It is absolutely clear that the SEC is not doing enough to recruit, retain, and advance minority candidates at the professional and senior leadership levels. And it’s clear that candidates exist. Over the last year, I’ve personally hosted a number of events to attract diverse candidates to the SEC. For example, just last week, I moderated an SEC-sponsored recruiting event targeting minority professionals. This event, the SEC Professional Career Roundtable, attracted a number of interested minority professionals. I moderated similar events in May and September of last year and combined these events attracted nearly 800 attendees. I mention these events because they illustrate the significant interest of diverse applicants in the SEC.
However, attracting top quality diverse candidates is useless unless there are established processes and internal commitments to ensure that these candidates are given appropriate consideration. The SEC senior staff making the hiring decisions must understand the persistent lack of diversity and they must undertake to interview the best and the brightest by conducting a comprehensive search. In my mind, no search can be comprehensive if the talent pool is homogenous and artificially limited.
I am committed to improving the diversity of the SEC’s workforce and I am continuing to work closely with our Office of Human Resources to do just that.
Section 342 of the Dodd Frank Act — Office of Minority and Women Inclusion
Moreover, Section 342 of the Dodd-Frank Act requires that the SEC undertake significant efforts to recruit and promote employees from all backgrounds. In particular, Section 342 requires that the SEC, and all other financial regulators, establish a new Office of Minority and Women Inclusion. Many of our financial regulator counterparts, like the FDIC, the Federal Reserve, and the Department of Treasury have already established this program and have the new office, director and staff in place. I look forward to the SEC establishing its office and quickly catching up to our counterparts.
This Office will be responsible for all SEC matters relating to diversity in management, employment, and business activities. The Director of this Office will be tasked with a broad mandate to develop standards:
- for equal employment opportunity and racial, gender, and ethnic diversity of workforce and senior management;
- for increased participation of minority-owned and women-owned businesses in programs and contracts of the agency; and
- for assessing diversity policies and practices of SEC regulated entities.

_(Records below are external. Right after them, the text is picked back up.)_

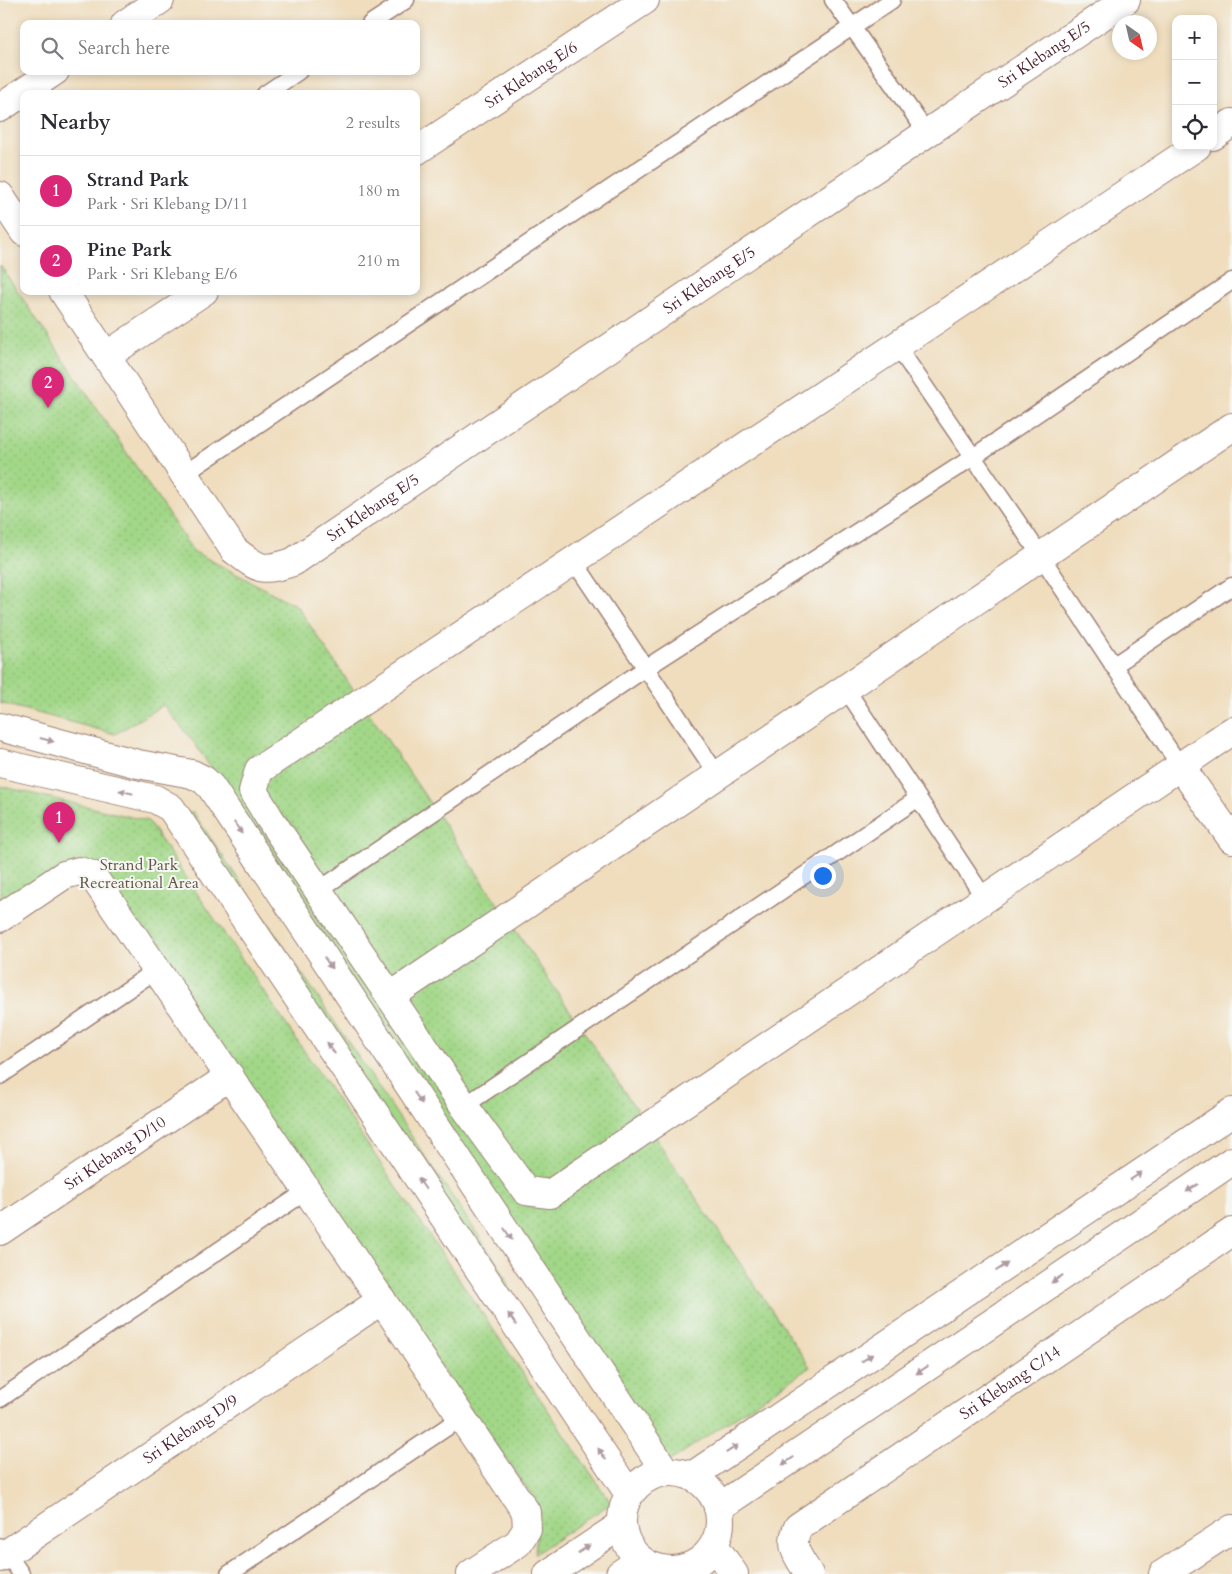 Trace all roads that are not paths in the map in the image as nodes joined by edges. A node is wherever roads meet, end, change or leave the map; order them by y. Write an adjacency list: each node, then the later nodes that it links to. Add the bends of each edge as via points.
1 (160, 0): 7 (street)
2 (406, 0): 8 (lane)
3 (645, 0): 19 (street, Sri Klebang E/6)
4 (833, 0): 9 (lane)
5 (892, 0): 9 (lane)
6 (1126, 0): 17 (street, Sri Klebang E/5)
7 (131, 20)
8 (376, 20)
9 (852, 26): 17 (lane); 30 (lane)
10 (49, 75): 12 (street)
11 (293, 75): 13 (lane)
12 (27, 90)
13 (271, 90)
14 (20, 95): 15 (street)
15 (0, 108)
16 (1232, 123): 18 (street)
17 (927, 133): 30 (street, Sri Klebang E/5, via 293,562 270,569 254,565 234,550)
18 (1217, 133)
19 (420, 148)
20 (1192, 150): 26 (street)
21 (0, 196): 22 (street)
22 (20, 226)
23 (1232, 280): 29 (lane)
24 (66, 295): 27 (street, Sri Klebang E/5)
25 (198, 295): 27 (street)
26 (897, 346): 29 (lane); 32 (street)
27 (106, 356): 30 (street, Sri Klebang E/5)
28 (1232, 426): 31 (street)
29 (973, 457): 31 (lane); 35 (lane)
30 (184, 474)
31 (1041, 556): 34 (lane); 36 (street)
32 (574, 561): 35 (lane); 44 (street, via 259,770 253,792)
33 (1232, 586): 34 (lane)
34 (1113, 666): 40 (lane)
35 (646, 668): 41 (lane); 44 (lane)
36 (846, 689): 41 (street); 42 (lane)
37 (0, 727): 60 (street, one-way to 60, via 138,764 192,774 211,787)
38 (1232, 731): 40 (street)
39 (0, 763): 61 (street, one-way to 39, via 172,808 155,799)
40 (1180, 766): 43 (street); 45 (street)
41 (718, 776): 48 (street)
42 (917, 799): 45 (lane); 51 (lane)
43 (1232, 839)
44 (319, 890): 48 (street)
45 (985, 899): 51 (street, via 550,1194 526,1192)
46 (0, 918): 47 (street, via 64,875 78,871 92,875)
47 (158, 969): 49 (lane); 50 (street)
48 (390, 996): 51 (street)
49 (0, 1076)
50 (230, 1076): 54 (street); 55 (street, Sri Klebang D/10)
51 (464, 1106)
52 (1232, 1112): 60 (street, one-way to 52)
53 (1232, 1161): 62 (street, one-way to 62)
54 (308, 1190): 57 (street); 58 (lane)
55 (0, 1231)
56 (1232, 1232): 73 (street, Sri Klebang C/14, via 806,1520 793,1538)
57 (382, 1300): 59 (street); 66 (street, Sri Klebang D/9)
58 (0, 1400)
59 (462, 1417): 69 (lane); 70 (street, via 526,1512 527,1529 518,1543)
60 (679, 1474): 61 (street, via 652,1476); 62 (street, via 704,1484 713,1494)
61 (629, 1494): 63 (street)
62 (718, 1508): 65 (street, via 719,1533)
63 (621, 1525): 67 (street, via 631,1550); 71 (street, one-way to 63)
64 (1232, 1528): 74 (street)
65 (714, 1545): 68 (street, via 706,1556); 72 (street)
66 (7, 1557)
67 (630, 1567): 68 (street)
68 (682, 1572)
69 (229, 1574)
70 (472, 1574)
71 (548, 1574)
72 (734, 1574)
73 (809, 1574)
74 (1164, 1574) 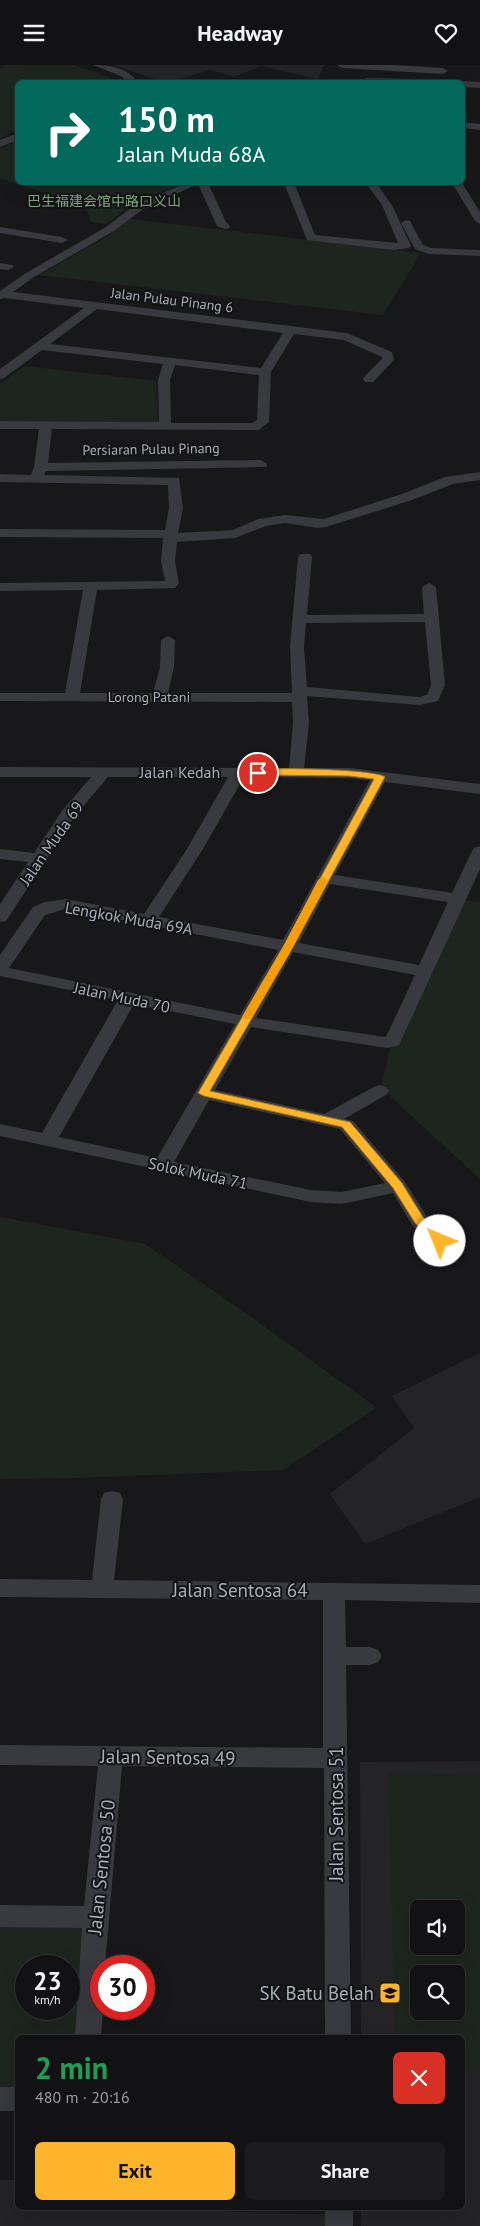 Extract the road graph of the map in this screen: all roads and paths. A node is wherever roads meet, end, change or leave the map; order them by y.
1 (98, 65) edge
2 (342, 65) edge
3 (444, 68) edge
4 (128, 80) edge
5 (440, 80) edge
6 (465, 84) edge
7 (480, 85) edge
8 (465, 125) edge
9 (480, 127) edge
10 (15, 137) edge
11 (0, 144) edge
12 (189, 185) edge
13 (205, 185) edge
14 (290, 185) edge
15 (373, 185) edge
16 (384, 185) edge
17 (458, 185) edge
18 (480, 221) edge
19 (225, 226) dead end
20 (0, 230) edge
21 (62, 240) dead end
22 (480, 253) edge
23 (1, 291) edge
24 (94, 306) junction
25 (291, 329) junction
26 (40, 346) junction
27 (170, 361) junction
28 (265, 372) junction
29 (0, 375) edge
30 (369, 379) dead end
31 (0, 425) edge
32 (46, 426) junction
33 (165, 427) junction
34 (261, 464) dead end
35 (39, 473) junction
36 (480, 476) edge
37 (0, 478) edge
38 (0, 533) edge
39 (171, 536) junction
40 (305, 557) dead end
41 (0, 587) edge
42 (91, 587) junction
43 (429, 587) dead end
44 (432, 618) junction
45 (299, 619) junction
46 (168, 640) dead end
47 (299, 694) junction
48 (0, 697) edge
49 (72, 697) junction
50 (160, 697) junction
51 (0, 772) edge
52 (104, 772) junction
53 (239, 772) junction
54 (296, 773) junction
55 (380, 777) junction
56 (480, 789) edge
57 (480, 851) edge
58 (0, 854) edge
59 (40, 859) junction
60 (324, 878) junction
61 (459, 899) junction
62 (0, 917) edge
63 (149, 920) junction
64 (288, 947) junction
65 (0, 970) edge
66 (424, 971) junction
67 (128, 998) junction
68 (244, 1021) junction
69 (380, 1091) dead end
70 (204, 1093) junction
71 (327, 1120) junction
72 (0, 1129) edge
73 (46, 1141) junction
74 (163, 1165) junction
75 (398, 1185) junction
76 (450, 1251) dead end
77 (112, 1499) dead end
78 (0, 1588) edge
79 (102, 1589) junction
80 (334, 1591) junction
81 (480, 1594) edge
82 (336, 1656) junction
83 (370, 1656) dead end
84 (0, 1755) edge
85 (111, 1756) junction
86 (336, 1758) junction
87 (0, 1916) edge
88 (96, 1917) junction
89 (88, 2035) edge
90 (338, 2035) edge
91 (0, 2099) edge
92 (15, 2099) edge
93 (339, 2210) edge
94 (339, 2226) edge

1 - 4 street
2 - 3 street
3 - 5 street
6 - 7 street
8 - 9 street
10 - 11 street
12 - 23 street
13 - 19 street
14 - 15 street
16 - 22 street
17 - 18 street
20 - 21 street
23 - 24 street, Jalan Pulau Pinang 6
24 - 25 street, Jalan Pulau Pinang 6
24 - 26 street
25 - 28 street
25 - 30 street, Jalan Pulau Pinang 6
26 - 27 street
26 - 29 street
27 - 28 street
27 - 33 street
28 - 33 street
31 - 32 street
32 - 33 street
32 - 35 street
34 - 35 street, Persiaran Pulau Pinang
35 - 37 street, Persiaran Pulau Pinang
35 - 39 street, Persiaran Pulau Pinang
36 - 39 street
38 - 39 street
39 - 42 street
40 - 45 street
41 - 42 street
42 - 49 street
43 - 44 street
44 - 45 street
44 - 47 street, Lorong Patani
45 - 47 street
46 - 50 street
47 - 50 street, Lorong Patani
47 - 54 street
48 - 49 street, Lorong Patani
49 - 50 street, Lorong Patani
51 - 52 street, Jalan Kedah
52 - 53 street, Jalan Kedah
52 - 59 street, Jalan Muda 69
53 - 54 street, Jalan Kedah
53 - 63 street
54 - 55 street, Jalan Kedah
55 - 56 street, Jalan Kedah
55 - 60 street
57 - 61 street
58 - 59 street
59 - 62 street, Jalan Muda 69
60 - 61 street
60 - 64 street
61 - 66 street
63 - 64 street, Lengkok Muda 69A
63 - 65 street, Lengkok Muda 69A
64 - 66 street, Lengkok Muda 69A
64 - 68 street
65 - 67 street, Jalan Muda 70
66 - 68 street, Jalan Muda 70
67 - 68 street, Jalan Muda 70
67 - 73 street
68 - 70 street
69 - 71 street
70 - 71 street
70 - 74 street
71 - 75 street
72 - 73 street, Solok Muda 71
73 - 74 street, Solok Muda 71
74 - 75 street, Solok Muda 71
75 - 76 street
77 - 79 street
78 - 79 street, Jalan Sentosa 64
79 - 80 street, Jalan Sentosa 64
80 - 81 street, Jalan Sentosa 64
80 - 82 street, Jalan Sentosa 51
82 - 83 street
82 - 86 street, Jalan Sentosa 51
84 - 85 street, Jalan Sentosa 49
85 - 86 street, Jalan Sentosa 49
85 - 88 street, Jalan Sentosa 50
86 - 90 street, Jalan Sentosa 51
87 - 88 street
88 - 89 street, Jalan Sentosa 50
91 - 92 street
93 - 94 street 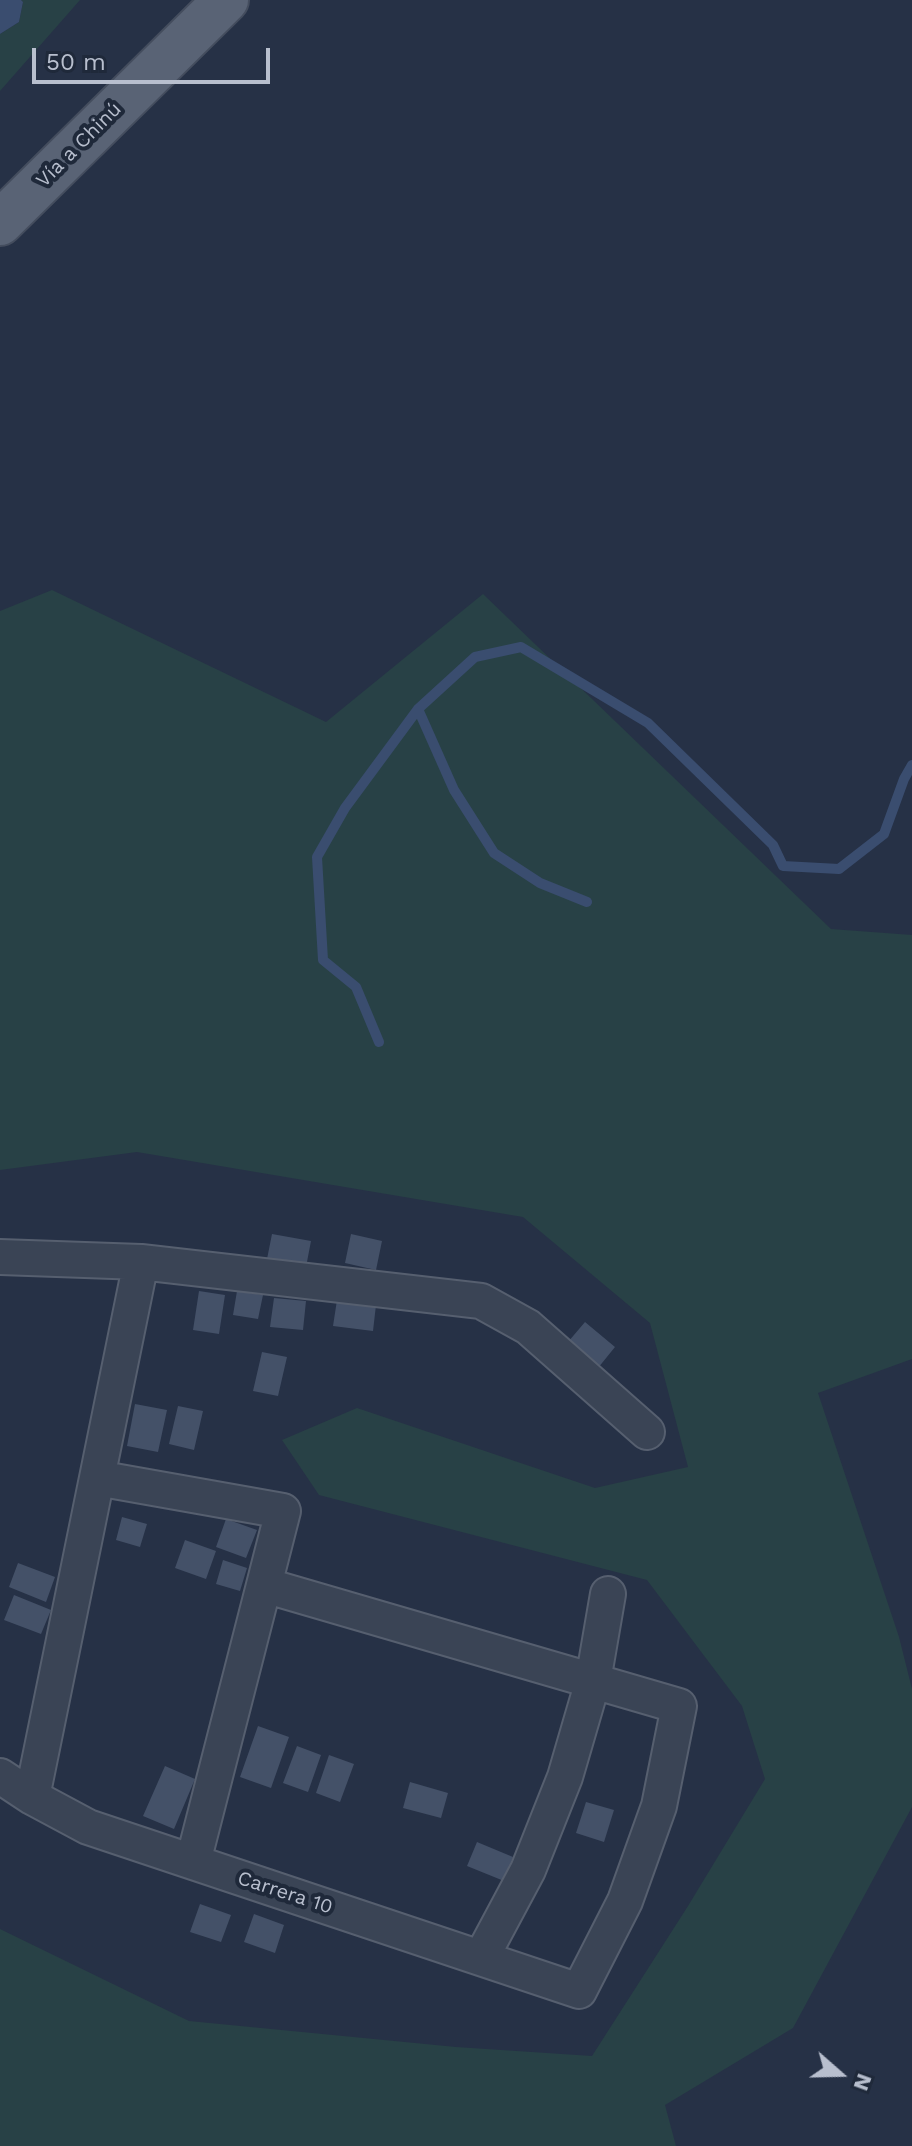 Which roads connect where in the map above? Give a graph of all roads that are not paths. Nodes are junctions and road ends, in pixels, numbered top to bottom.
1 (226, 0) edge
2 (0, 223) edge
3 (0, 1257) edge
4 (141, 1262) junction
5 (647, 1432) dead end
6 (97, 1478) junction
7 (264, 1585) junction
8 (608, 1594) dead end
9 (593, 1681) junction
10 (0, 1776) edge
11 (32, 1797) junction
12 (193, 1862) junction
13 (481, 1958) junction

1 - 2 main road, Vía a Chinú
3 - 4 street
4 - 5 street
4 - 6 street
6 - 7 street
6 - 11 street
7 - 9 street
7 - 12 street
8 - 9 street
9 - 13 street
9 - 13 street, Carrera 10
10 - 11 street, Carrera 10
11 - 12 street, Carrera 10
12 - 13 street, Carrera 10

In addition, this Office must apply a policy that is designed to ensure, to the maximum extent possible, the fair inclusion of women and minorities in the contracting process. If the Director of the Office comes to the conclusion that a contractor has not made a good faith effort to include women and minorities in its work force and subcontracts, the Director can recommend that the contract be terminated.
I look forward to the establishment of this new Office and I promise you that I will provide it with all the support that I can.
Lastly, I want to say a brief word about financial literacy — particularly about the need to expand financial education in the Hispanic, African American and other minority communities. I believe that the lack of financial education has resulted in the small number of investments made by Hispanics and African Americans. A recent poll indicated that only 46% of African Americans and 32% of Hispanics said they had an individual retirement account or any similar retirement plan.8 The same poll indicated that only one in six Hispanics and one in four African Americans reported owing stocks, bonds or mutual funds. That contrasts with 50% of whites reporting they own stocks, bonds or mutual funds and two-thirds reporting they had IRAs, 401(k)s or similar holdings.9
Additionally, minority communities still lag behind whites in another staple financial instrument: holding a checking or savings account. Over 21% of black households are “unbanked” meaning that they do not have a checking or savings account. Further, over 19% of Hispanic families and 15% of Native American families are also “unbanked.” Compared with the approximately 3% of white households who are “unbanked,” this gap reflects a significant problem in basic financial literacy education in our minority communities. We clearly must do a better job to empower all Americans with a comprehensive education in personal finance.10
Under new legislation the SEC is required to conduct a study, due in FY 2012, which assesses the existing financial literacy of retail investors, and identifies methods to improve disclosures made to investors and identifies the most useful information investors need to make informed investment decisions. In fact, this month the SEC began asking for public comment on the study, and I encourage each of you to submit comments.11
I have urged the staff to pay particular attention to the needs of minority communities. This is an area in which the SEC can have a positive impact.
The disheartening statistics and persistent lack of diversity that we see is unacceptable. For those of us who want to see things improve, it means we still have our work cut out for us. I promise you that I will do my part. Together we can make a difference.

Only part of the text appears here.